To collect ScreenOS ISG events from Juniper:

  1. Configure Syslog
  2. Create a Firewall Event Source

Configure Syslog

To configure syslog forwarding from your ScreenOS device:

  1. Sign in to your Netscreen Management console.
  2. In the left menu, expand the Report Settings tree and select the Syslog page.
    • If you are using an older version of ScreenOS, navigate by Configuration > Report Settings > Syslog.
  3. Check the Enable Syslog box to enable syslog.
  4. Click the + plus button to add a new host.
  5. In the “Config” window, enter the IP address of your InsightIDR Collector.
  6. In the “Port” field, enter the unique port on your Collector that will accept these firewall logs.
  7. In the “Security Facility” dropdown, select the Local0 option. This option logs every single security event to syslog.
  1. In the “Facility” dropdown, select the Local1 option, which will capture events from all of the following levels:
    • Local1 = Info
    • Local2 = Notify
    • Local3 = Warning
    • Local4 = Error
    • Local5 = Critical
    • Local6 = Alert
    • Local7 = Emergency
  2. In the “Transport” dropdown, select TCP as your option.
  3. Click the OK button. The syslog host will appear in the table.
  4. Click the Apply button to finish the configuration.

Configure InsightIDR to collect data from the event source

After you complete the prerequisite steps and configure the event source to send data, you must add the event source in InsightIDR.
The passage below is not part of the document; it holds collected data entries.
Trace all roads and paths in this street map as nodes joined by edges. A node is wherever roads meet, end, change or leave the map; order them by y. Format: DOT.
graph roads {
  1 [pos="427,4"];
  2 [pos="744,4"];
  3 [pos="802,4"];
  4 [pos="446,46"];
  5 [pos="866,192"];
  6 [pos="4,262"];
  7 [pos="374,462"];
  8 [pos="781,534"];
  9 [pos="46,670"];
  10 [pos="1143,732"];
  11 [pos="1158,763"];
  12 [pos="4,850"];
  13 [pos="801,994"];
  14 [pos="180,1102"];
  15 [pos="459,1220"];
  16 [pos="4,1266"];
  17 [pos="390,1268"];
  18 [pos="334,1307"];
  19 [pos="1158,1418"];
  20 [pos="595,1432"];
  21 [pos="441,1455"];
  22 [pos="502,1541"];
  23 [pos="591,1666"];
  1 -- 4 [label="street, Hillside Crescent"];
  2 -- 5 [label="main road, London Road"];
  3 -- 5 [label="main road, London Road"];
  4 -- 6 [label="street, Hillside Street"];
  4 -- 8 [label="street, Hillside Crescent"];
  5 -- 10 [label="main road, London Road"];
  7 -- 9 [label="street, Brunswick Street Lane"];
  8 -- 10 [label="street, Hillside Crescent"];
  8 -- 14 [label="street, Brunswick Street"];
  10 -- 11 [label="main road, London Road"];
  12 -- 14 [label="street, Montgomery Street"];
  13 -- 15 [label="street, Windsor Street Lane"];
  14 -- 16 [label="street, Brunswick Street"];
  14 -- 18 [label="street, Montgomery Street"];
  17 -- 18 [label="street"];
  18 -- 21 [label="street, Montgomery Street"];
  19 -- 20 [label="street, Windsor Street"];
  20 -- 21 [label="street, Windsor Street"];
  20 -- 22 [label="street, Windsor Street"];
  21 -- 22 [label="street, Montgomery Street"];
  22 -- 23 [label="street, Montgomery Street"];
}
To configure the new event source in InsightIDR:

  1. From the left menu, go to Data Collection and click Setup Event Source > Add Event Source.
  2. Do one of the following:
    • Search for Juniper NetScreen in the event sources search bar.
    • In the Product Type filter, select Firewall.
  3. Select the Juniper NetScreen event source tile.
  4. Choose your collector and select Juniper Netscreen as your event event source. You can also name your event source if you want.
  5. Choose the timezone that matches the location of your event source logs.
  6. Optionally choose to send unparsed logs.
  7. Configure your default domain and any advanced settings.
  8. Select Syslog as your data collection method, enter the port you specified in the Juniper configuration, and select TCP as your protocol.
  9. Download the Rapid7 Certificate and install it following the Juniper configuration here:
  10. Click the Save button.

Verify the Configuration

After you finish creating the event source in InsightIDR, you should see logs appear in Log Search.

InsightIDR expects logs with the following format:

<133>netscr_pri_01: NetScreen device_id=nsisg2000a [Root]system-notification-00257(traffic): start_time="2014-04-11 14:11:08" duration=0 policy_id=1245 service=syslog proto=17 src zone=Global dst zone=Global action=Deny sent=0 rcvd=390 src= dst= src_port=50000 dst_port=500 session_id=0 reason=Traffic Denied
<133>netscr_pri_01: NetScreen device_id=nsisg2000a [Root]system-notification-00257(traffic): start_time="2014-04-11 14:10:58" duration=9 policy_id=2051 service=http proto=6 src zone=Partners dst zone=DMZ action=Permit sent=817 rcvd=2293 src= dst= src_port=4000 dst_port=8080 src-xlated ip= port=4000 dst-xlated ip= port=8080 session_id=123456 reason=Close - TCP FIN

The sample logs are from the Integrated Security Gateway (ISG) 2000a series of ScreenOS 6.0 devices.